War with Russia, Senator Rubio?

Marco Rubio's back in the Senate.  He evidently likes swaggering talk.  On Wednesday, he grabbed headlines.  As of this writing, Rubio's not sure if he'll vote for Rex Tillerson to be Secretary of State.  Or maybe he's bluffing...to get headlines. 

Rubio wants Tillerson to brand Vladimir Putin a war criminal.  Tillerson, a smart and sophisticated man, won't take the bait.   

During the Senate Foreign Relations Committee hearing on Tillerson's nomination, Rubio and Tillerson had this exchange, per the New York Times:

Mr. Rubio set off on an aggressive line of questioning, initially posing a simple query: "Is Vladimir Putin a war criminal?"

"I would not use that term," Mr. Tillerson said.

Mr. Rubio, outlining a list of grievous Russian offenses in Syria, said he hoped Mr. Tillerson might adjust his answer.

"Those are very, very serious charges to make, and I want to have much more information," Mr. Tillerson said.

Mr. Rubio, saying there was plenty of public information — "the videos and pictures are there," he noted — said that "it should not be hard to say that Vladimir Putin's military has conducted war crimes in Aleppo."

Mr. Tillerson did not budge.

"I find it discouraging, your inability to cite that," Mr. Rubio said.

Where Rubio is discouraged by Tillerson's prudence, Americans should be heartened.  Russia is, after all, a nuclear power.  Had Tillerson bent to Rubio's insistence, labeling Putin a war criminal, how would that impact foreign policy?  What would be the consequences of a soon secretary of state leveling war crime charges against the Russian leader? 

Putin claims he wants to open a dialogue with President-Elect Trump.  He claims a desire to cooperate with the U.S. to fight Islamic predation.  Putin may be sincere – or he may not.  He's a slippery sort.  But chaining Trump and Tillerson to an accusation – however substantial – of war crimes against Putin accomplishes what end? 

Slapping a war criminal tag on Putin limits Trump's ability to maneuver in his dealings with Putin.  There's a wide range of issues for the president-elect and Putin to address: Islamic terrorism, the Baltic States, Ukraine, China, North Korea, Syria, and economics, among others.  Trump has a right to explore the possibility of improved relations and cooperation – or at least an easing of tensions – with the Russian strongman without an onerous condition being forced on him.  Lest Senator Rubio forget, the chief aim of U.S. foreign policy is to secure U.S. vital interests and strengthen national security.  It's not to strut about on the world stage, moralizing and saber-rattling. 

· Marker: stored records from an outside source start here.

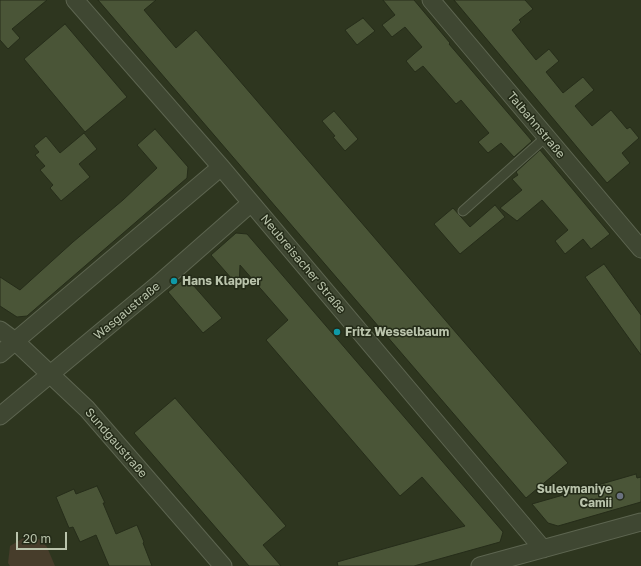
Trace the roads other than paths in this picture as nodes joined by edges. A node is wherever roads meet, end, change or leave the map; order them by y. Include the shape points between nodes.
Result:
1 (75, 0) edge
2 (431, 0) edge
3 (546, 137) junction
4 (221, 167) junction
5 (251, 202) junction
6 (463, 211) dead end
7 (641, 249) edge
8 (0, 330) edge
9 (15, 341) junction
10 (0, 354) edge
11 (51, 374) junction
12 (0, 416) edge
13 (641, 522) edge
14 (543, 548) junction
15 (223, 566) edge
16 (480, 566) edge

1 - 4 street, Neubreisacher Straße
2 - 3 street, Talbahnstraße
3 - 6 lane
3 - 7 street, Talbahnstraße
4 - 5 street, Neubreisacher Straße
4 - 9 street
5 - 11 street, Wasgaustraße
5 - 14 street, Neubreisacher Straße
8 - 9 street, Sundgaustraße
9 - 10 street
9 - 11 street, Sundgaustraße
11 - 12 street, Wasgaustraße
11 - 15 street, Sundgaustraße via 87,409
13 - 14 street
14 - 16 street

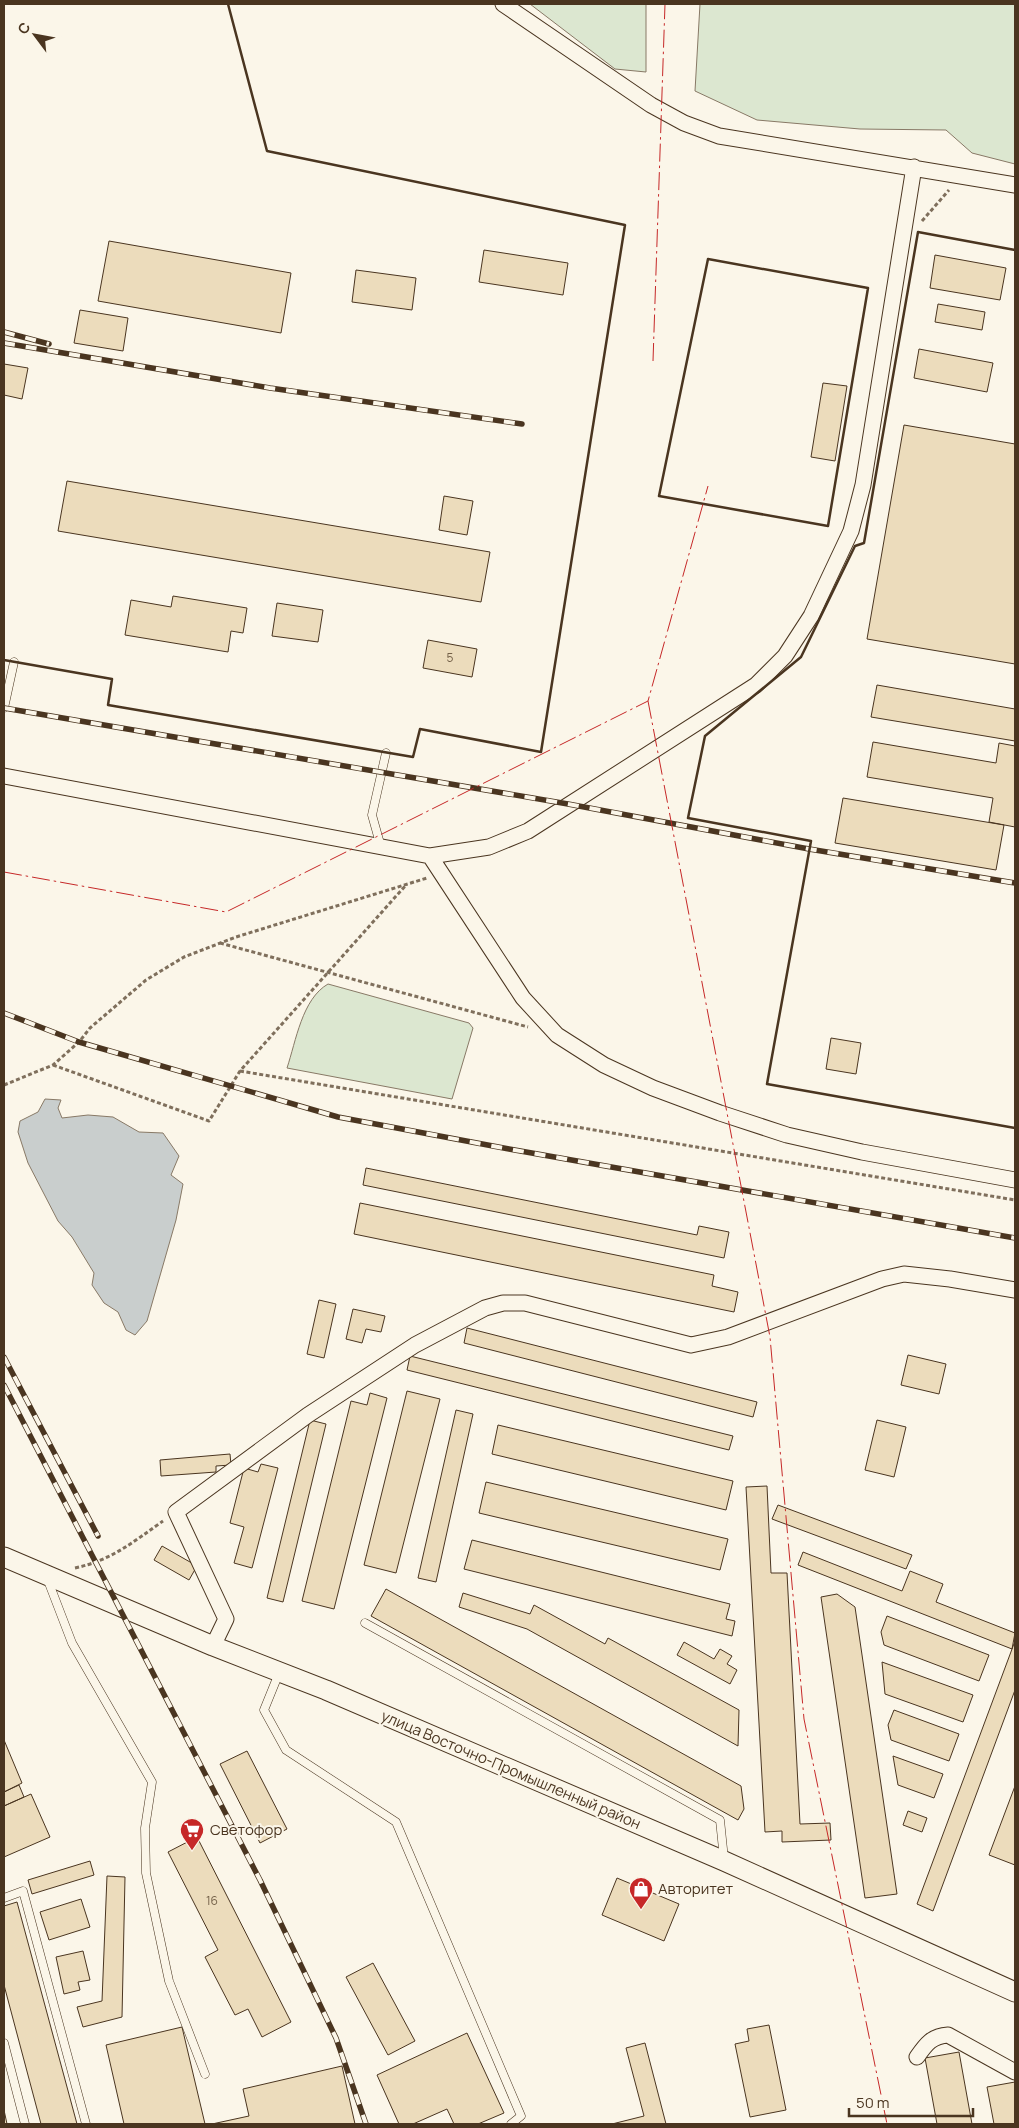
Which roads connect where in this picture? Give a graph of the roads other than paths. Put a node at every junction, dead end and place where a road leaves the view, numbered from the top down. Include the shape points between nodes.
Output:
1 (504, 4) edge
2 (914, 167) junction
3 (1015, 185) edge
4 (14, 662) dead end
5 (4, 708) edge
6 (386, 753) dead end
7 (4, 776) edge
8 (381, 847) junction
9 (430, 856) junction
10 (1015, 1180) edge
11 (1015, 1290) edge
12 (4, 1557) edge
13 (45, 1574) junction
14 (365, 1622) dead end
15 (213, 1646) junction
16 (279, 1673) junction
17 (724, 1861) junction
18 (4, 1898) edge
19 (1015, 1992) edge
20 (4, 2043) edge
21 (917, 2057) dead end
22 (1015, 2071) edge
23 (206, 2074) dead end
24 (25, 2124) edge
25 (86, 2124) edge
26 (511, 2124) edge

1 - 2 street via 651,105 684,123 718,136 752,143
2 - 3 street
2 - 9 street via 860,494 851,531 811,616 785,656 756,685 528,831 489,846
4 - 5 lane
6 - 8 lane via 372,815
7 - 8 street
8 - 9 street
9 - 10 street via 523,998 557,1035 604,1065 720,1114 787,1135
11 - 15 street via 904,1274 875,1281 728,1337 691,1345 525,1303 503,1303 485,1308 415,1345 308,1414 176,1512 226,1619
12 - 13 street, улица Восточно-Промышленный район
13 - 15 street, улица Восточно-Промышленный район
13 - 23 lane via 72,1643 152,1782 145,1828 146,1873 170,1981
14 - 17 lane via 720,1820
15 - 16 street, улица Восточно-Промышленный район
16 - 17 street, улица Восточно-Промышленный район via 326,1690
16 - 26 lane via 264,1710 286,1750 396,1822 521,2116
17 - 19 street, улица Восточно-Промышленный район
18 - 25 lane via 23,1891
20 - 24 lane
21 - 22 street via 937,2036 948,2036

Statecraft is about offsets.  A member of Congress – Senator Rubio here – can indulge big talk and bluster.  Sanctimony may reap a P.R. bonanza and kudos from elites but it doesn't help move the needle in advancing U.S. interests. 

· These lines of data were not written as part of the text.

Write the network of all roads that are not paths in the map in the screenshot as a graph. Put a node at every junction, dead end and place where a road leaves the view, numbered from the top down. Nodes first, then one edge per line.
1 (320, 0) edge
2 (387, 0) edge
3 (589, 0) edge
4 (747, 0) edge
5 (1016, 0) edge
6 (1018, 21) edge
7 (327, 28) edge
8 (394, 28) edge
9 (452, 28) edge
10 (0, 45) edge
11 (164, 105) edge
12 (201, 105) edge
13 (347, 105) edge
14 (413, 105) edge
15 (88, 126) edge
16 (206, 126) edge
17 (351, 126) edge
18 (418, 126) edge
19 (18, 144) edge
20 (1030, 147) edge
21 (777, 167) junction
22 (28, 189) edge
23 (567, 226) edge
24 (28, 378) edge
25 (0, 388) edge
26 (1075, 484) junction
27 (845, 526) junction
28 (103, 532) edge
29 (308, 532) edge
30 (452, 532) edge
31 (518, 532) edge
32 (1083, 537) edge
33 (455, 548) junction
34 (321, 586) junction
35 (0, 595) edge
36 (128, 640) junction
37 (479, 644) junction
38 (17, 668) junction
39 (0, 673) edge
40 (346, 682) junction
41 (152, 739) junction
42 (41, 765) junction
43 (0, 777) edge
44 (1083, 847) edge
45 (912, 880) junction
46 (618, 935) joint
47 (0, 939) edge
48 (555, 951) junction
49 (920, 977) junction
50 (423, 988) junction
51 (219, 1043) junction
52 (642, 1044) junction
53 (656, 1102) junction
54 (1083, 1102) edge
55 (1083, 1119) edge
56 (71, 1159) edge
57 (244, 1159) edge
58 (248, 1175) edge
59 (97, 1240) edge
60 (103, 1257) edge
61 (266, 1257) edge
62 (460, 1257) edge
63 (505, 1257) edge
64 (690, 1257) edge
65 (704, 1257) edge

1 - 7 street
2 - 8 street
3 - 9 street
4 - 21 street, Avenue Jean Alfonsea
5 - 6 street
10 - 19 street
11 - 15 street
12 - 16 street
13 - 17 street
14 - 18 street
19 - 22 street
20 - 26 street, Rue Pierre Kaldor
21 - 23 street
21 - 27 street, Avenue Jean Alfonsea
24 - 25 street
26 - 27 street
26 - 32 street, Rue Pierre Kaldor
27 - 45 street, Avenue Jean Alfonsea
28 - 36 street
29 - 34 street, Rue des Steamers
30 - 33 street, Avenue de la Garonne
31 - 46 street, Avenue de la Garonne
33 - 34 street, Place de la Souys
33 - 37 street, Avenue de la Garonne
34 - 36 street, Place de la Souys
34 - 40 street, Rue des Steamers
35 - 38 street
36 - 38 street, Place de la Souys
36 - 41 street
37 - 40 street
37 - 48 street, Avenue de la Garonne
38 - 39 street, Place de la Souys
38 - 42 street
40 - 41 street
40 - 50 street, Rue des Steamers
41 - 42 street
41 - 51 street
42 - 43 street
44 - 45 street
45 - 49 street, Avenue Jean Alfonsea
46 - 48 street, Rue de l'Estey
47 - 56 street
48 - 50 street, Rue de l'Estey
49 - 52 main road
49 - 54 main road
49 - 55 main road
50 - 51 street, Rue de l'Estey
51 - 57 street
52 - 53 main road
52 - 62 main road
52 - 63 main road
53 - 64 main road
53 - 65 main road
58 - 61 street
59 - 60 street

Beyond his rhetoric, how does Senator Rubio intend to bring Putin to account for his alleged war crimes?  Have a warrant issued for Putin's arrest from The Hague?  Or perhaps the U.S. should move even more troops and military hardware to Eastern Europe in a show of force?

This from NPR:

The 3rd Armored Brigade Combat Team, 4th Infantry Division, from Fort Carson, Colo., has begun moving into Poland as part of the biggest U.S. military deployment in Europe since the end of the Cold War.

It's part of an Obama administration effort to deter perceived growing Russian aggression in Eastern Europe. The Kremlin isn't happy.

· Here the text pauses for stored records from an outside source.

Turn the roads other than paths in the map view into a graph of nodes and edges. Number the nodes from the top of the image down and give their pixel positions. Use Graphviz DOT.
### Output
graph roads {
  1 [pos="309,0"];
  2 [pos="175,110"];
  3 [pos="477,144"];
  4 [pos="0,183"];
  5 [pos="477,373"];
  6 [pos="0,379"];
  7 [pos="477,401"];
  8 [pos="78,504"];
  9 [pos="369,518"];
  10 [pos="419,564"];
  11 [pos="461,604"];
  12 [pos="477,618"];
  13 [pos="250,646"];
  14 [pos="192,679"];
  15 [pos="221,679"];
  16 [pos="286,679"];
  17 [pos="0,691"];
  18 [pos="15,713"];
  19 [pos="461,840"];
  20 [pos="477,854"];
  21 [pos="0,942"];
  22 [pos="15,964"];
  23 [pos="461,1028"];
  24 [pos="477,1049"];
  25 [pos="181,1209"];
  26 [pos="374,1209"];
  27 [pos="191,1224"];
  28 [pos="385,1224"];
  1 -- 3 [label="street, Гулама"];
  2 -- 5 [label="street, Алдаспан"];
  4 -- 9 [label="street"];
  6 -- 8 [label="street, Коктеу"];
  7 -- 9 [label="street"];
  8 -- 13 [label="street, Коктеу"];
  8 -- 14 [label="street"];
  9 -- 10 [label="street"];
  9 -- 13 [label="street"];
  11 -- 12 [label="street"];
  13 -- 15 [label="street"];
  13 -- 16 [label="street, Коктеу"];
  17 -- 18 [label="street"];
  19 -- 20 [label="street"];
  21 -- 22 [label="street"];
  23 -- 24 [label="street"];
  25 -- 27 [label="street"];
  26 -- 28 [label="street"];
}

What tangible vital American interest is served by upping the U.S. military investment in Eastern Europe?   No chance doing so will ratchet up tensions?  No new flashpoints for conflict?

To be sure, Putin isn't the dog wagging the U.S. tail.  Where U.S. actions to protect and promote its vital interests conflict with Russia, so be it.  But the question needs to be asked again and again: are American vital interests threatened by Putin in Eastern Europe?  Isn't Europe principally Europe's concern?  Isn't it incumbent on Europeans to meet the challenges posed by Russia on their continent?  Europeans lack neither the manpower nor the means to do so.  What they may lack is the will to deal with Putin.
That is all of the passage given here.